- Aim of the task
Which lines run from the line with "thumb tip: (1106, 781)" through the line with "index pip: (1157, 787)" in the entries below? Print them exactly, both ends included, and nothing more.

(Data for this task Opens)

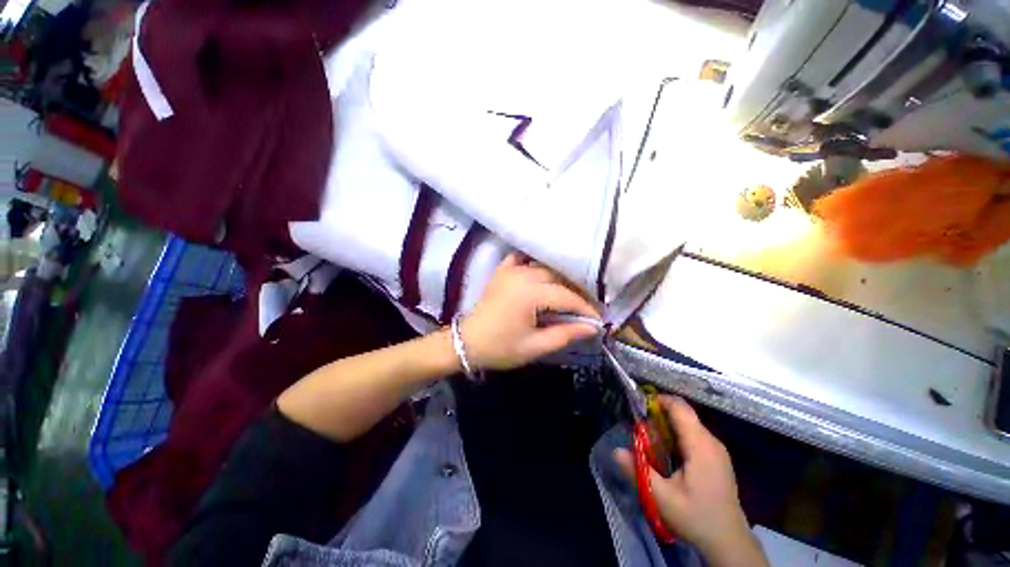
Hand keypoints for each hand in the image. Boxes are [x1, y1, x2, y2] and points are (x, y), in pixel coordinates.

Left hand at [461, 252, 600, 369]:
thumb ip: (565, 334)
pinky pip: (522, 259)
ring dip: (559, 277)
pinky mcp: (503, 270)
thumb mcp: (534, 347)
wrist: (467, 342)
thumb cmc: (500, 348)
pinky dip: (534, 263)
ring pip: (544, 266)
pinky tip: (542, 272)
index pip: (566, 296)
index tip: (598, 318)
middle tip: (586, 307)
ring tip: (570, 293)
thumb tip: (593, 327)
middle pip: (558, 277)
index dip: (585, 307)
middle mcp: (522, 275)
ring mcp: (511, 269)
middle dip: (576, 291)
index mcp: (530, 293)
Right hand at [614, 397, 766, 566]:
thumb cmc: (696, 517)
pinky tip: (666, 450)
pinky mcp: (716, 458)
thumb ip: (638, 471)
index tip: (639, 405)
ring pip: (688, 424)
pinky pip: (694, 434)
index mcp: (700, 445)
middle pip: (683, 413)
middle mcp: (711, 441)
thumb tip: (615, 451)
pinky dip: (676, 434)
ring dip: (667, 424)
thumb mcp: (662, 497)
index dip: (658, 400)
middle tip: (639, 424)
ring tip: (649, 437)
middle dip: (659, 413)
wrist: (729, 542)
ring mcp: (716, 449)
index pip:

(Data for this task Closes)
(Data for this task Opens)

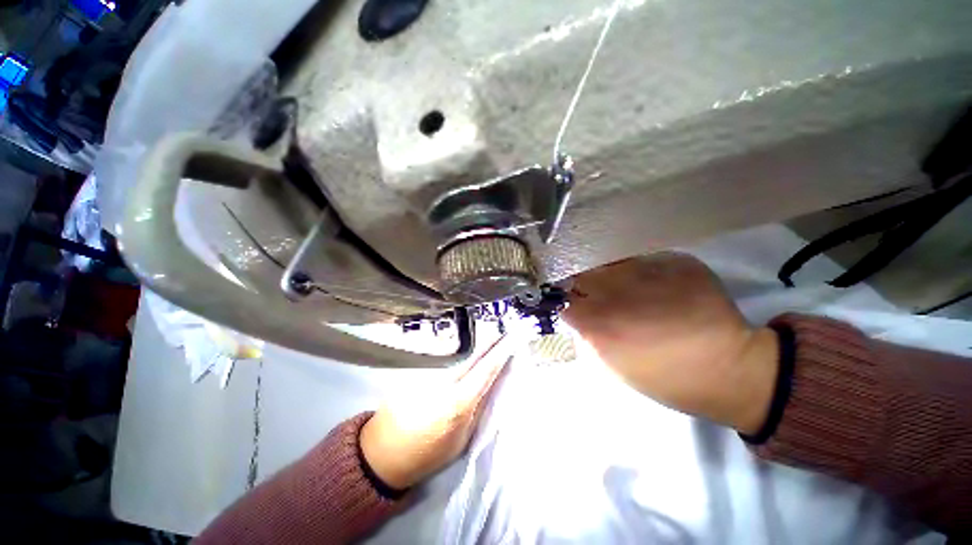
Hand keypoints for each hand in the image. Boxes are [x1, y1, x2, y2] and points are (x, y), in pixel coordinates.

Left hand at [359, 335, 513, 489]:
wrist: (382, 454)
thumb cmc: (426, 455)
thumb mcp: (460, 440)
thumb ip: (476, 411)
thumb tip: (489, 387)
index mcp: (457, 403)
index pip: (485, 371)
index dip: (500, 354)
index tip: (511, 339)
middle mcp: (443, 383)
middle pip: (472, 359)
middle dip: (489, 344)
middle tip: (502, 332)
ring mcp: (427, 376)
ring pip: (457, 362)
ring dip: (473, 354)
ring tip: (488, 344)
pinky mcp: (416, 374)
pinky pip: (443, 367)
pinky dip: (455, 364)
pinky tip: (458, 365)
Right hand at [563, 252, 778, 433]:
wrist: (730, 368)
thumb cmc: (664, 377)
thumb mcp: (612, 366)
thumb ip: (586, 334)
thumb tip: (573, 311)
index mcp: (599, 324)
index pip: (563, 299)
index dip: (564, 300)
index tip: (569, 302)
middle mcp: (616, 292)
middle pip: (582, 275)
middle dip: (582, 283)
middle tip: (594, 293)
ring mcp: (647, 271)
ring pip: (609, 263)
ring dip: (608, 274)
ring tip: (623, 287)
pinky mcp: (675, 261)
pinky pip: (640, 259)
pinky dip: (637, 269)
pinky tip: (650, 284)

(Data for this task Closes)
(Data for this task Opens)

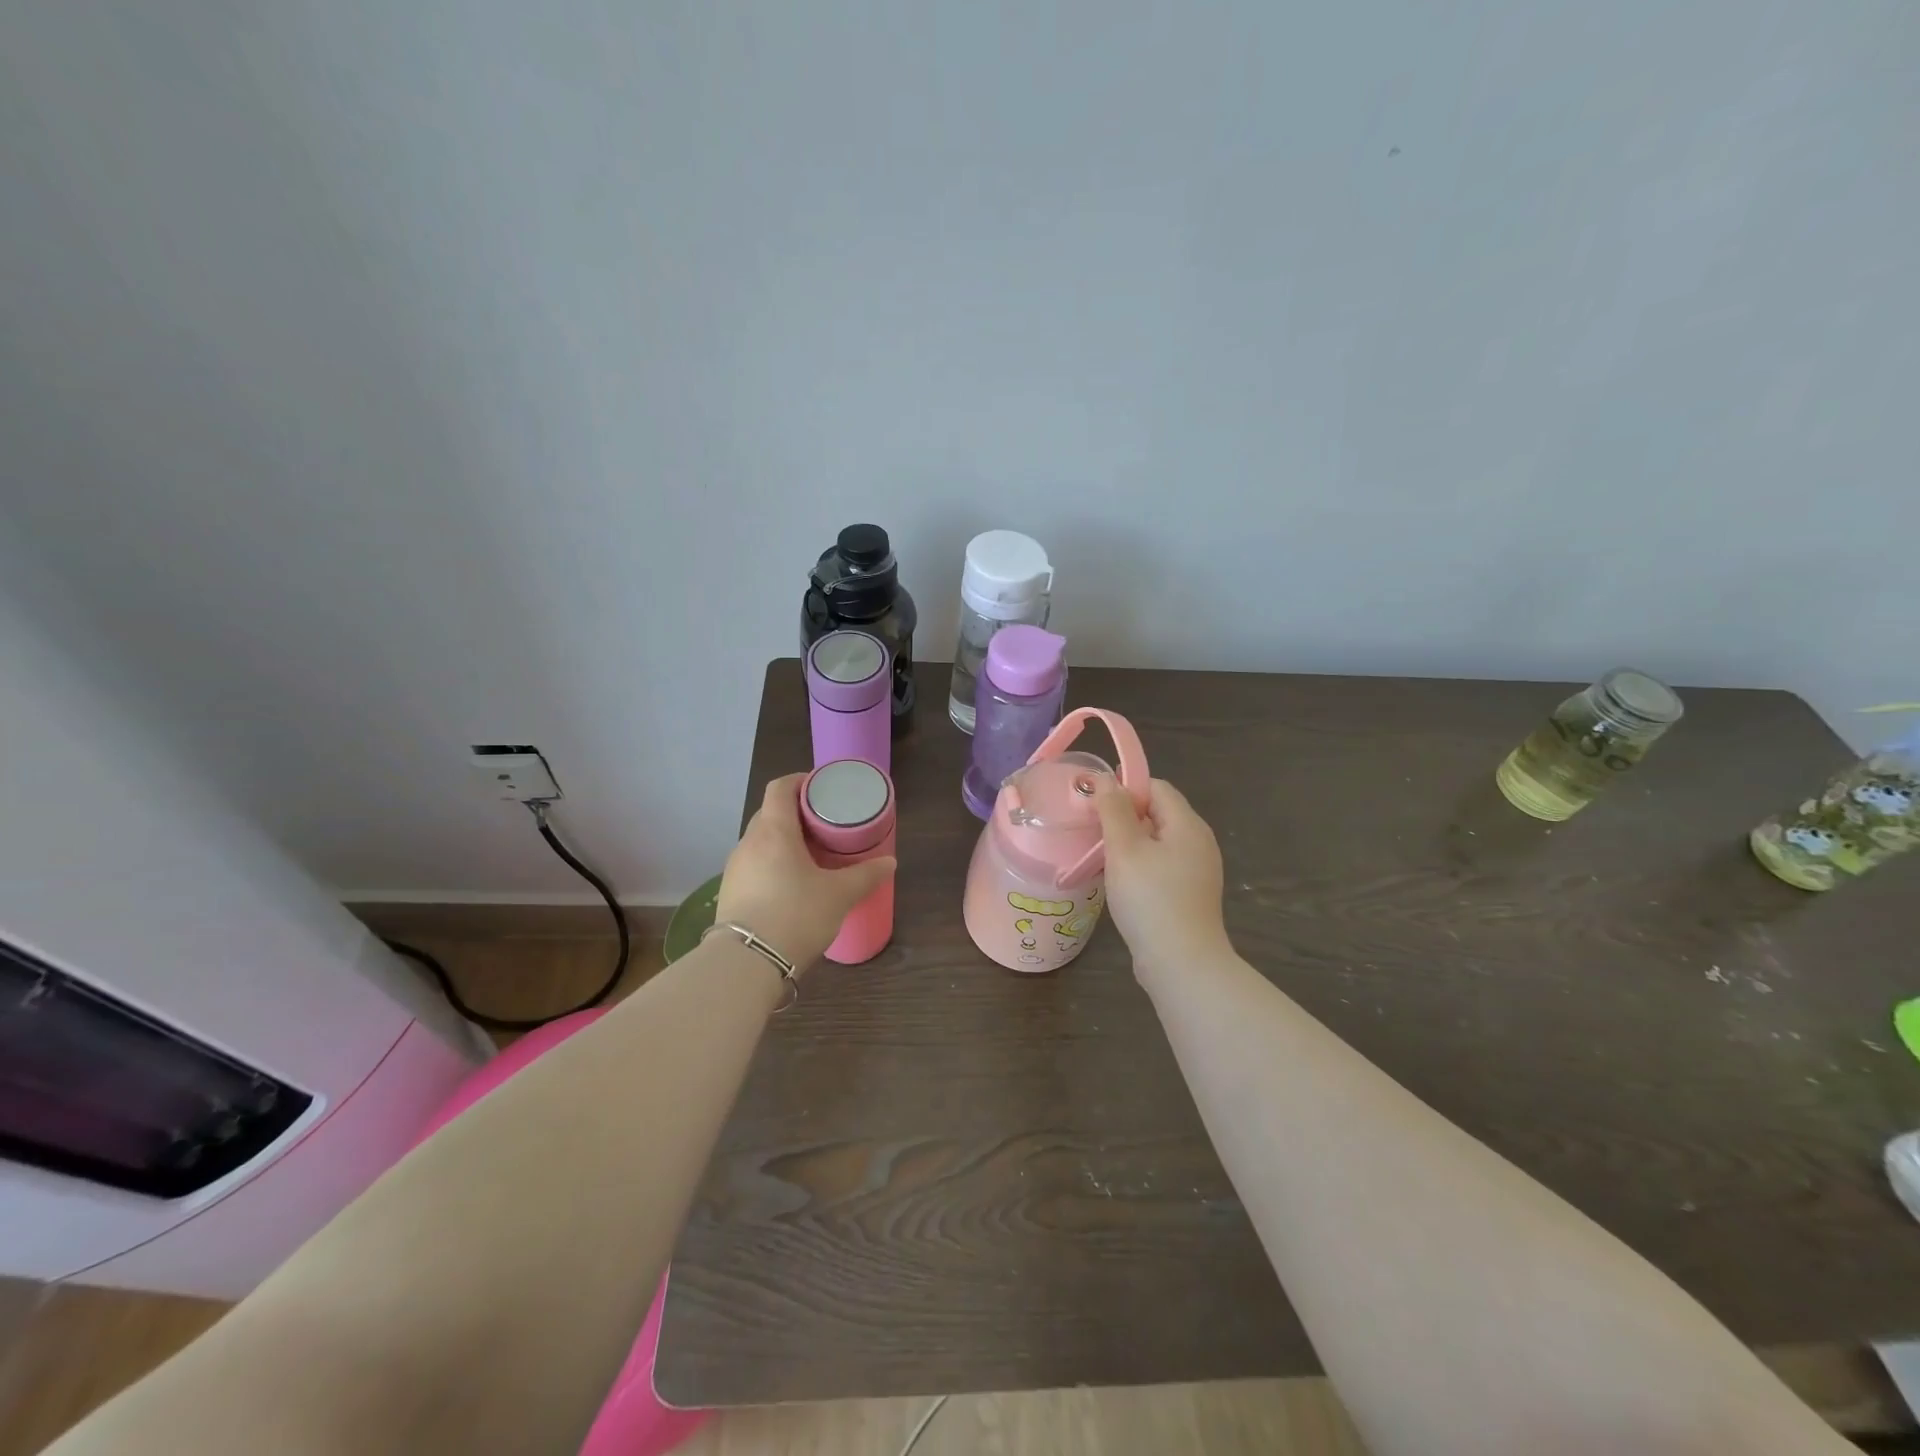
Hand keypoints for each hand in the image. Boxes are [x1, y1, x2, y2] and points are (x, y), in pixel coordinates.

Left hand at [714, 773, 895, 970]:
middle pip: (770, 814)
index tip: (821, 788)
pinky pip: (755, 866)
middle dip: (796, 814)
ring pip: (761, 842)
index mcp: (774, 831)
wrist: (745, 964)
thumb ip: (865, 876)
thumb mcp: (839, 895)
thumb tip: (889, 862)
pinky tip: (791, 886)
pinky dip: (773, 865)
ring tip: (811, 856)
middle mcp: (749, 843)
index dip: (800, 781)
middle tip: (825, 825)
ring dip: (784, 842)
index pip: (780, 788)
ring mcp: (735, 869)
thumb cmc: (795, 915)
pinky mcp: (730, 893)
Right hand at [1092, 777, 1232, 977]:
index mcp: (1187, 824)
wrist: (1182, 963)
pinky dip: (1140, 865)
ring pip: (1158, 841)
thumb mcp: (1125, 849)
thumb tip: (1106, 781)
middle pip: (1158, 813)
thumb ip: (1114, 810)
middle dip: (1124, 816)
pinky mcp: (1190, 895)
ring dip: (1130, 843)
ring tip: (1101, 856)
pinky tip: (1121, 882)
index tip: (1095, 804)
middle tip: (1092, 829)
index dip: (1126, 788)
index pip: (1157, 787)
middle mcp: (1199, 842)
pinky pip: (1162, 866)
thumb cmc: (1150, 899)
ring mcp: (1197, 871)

(Data for this task Closes)

- Problem solution
thumb tip: (1106, 781)
middle pip: (1158, 813)
thumb ip: (1114, 810)
middle dip: (1124, 816)
pinky mcp: (1190, 895)
ring dip: (1130, 843)
ring tip: (1101, 856)
pinky tip: (1121, 882)
index tip: (1095, 804)
middle tip: (1092, 829)
index dip: (1126, 788)
index pip: (1157, 787)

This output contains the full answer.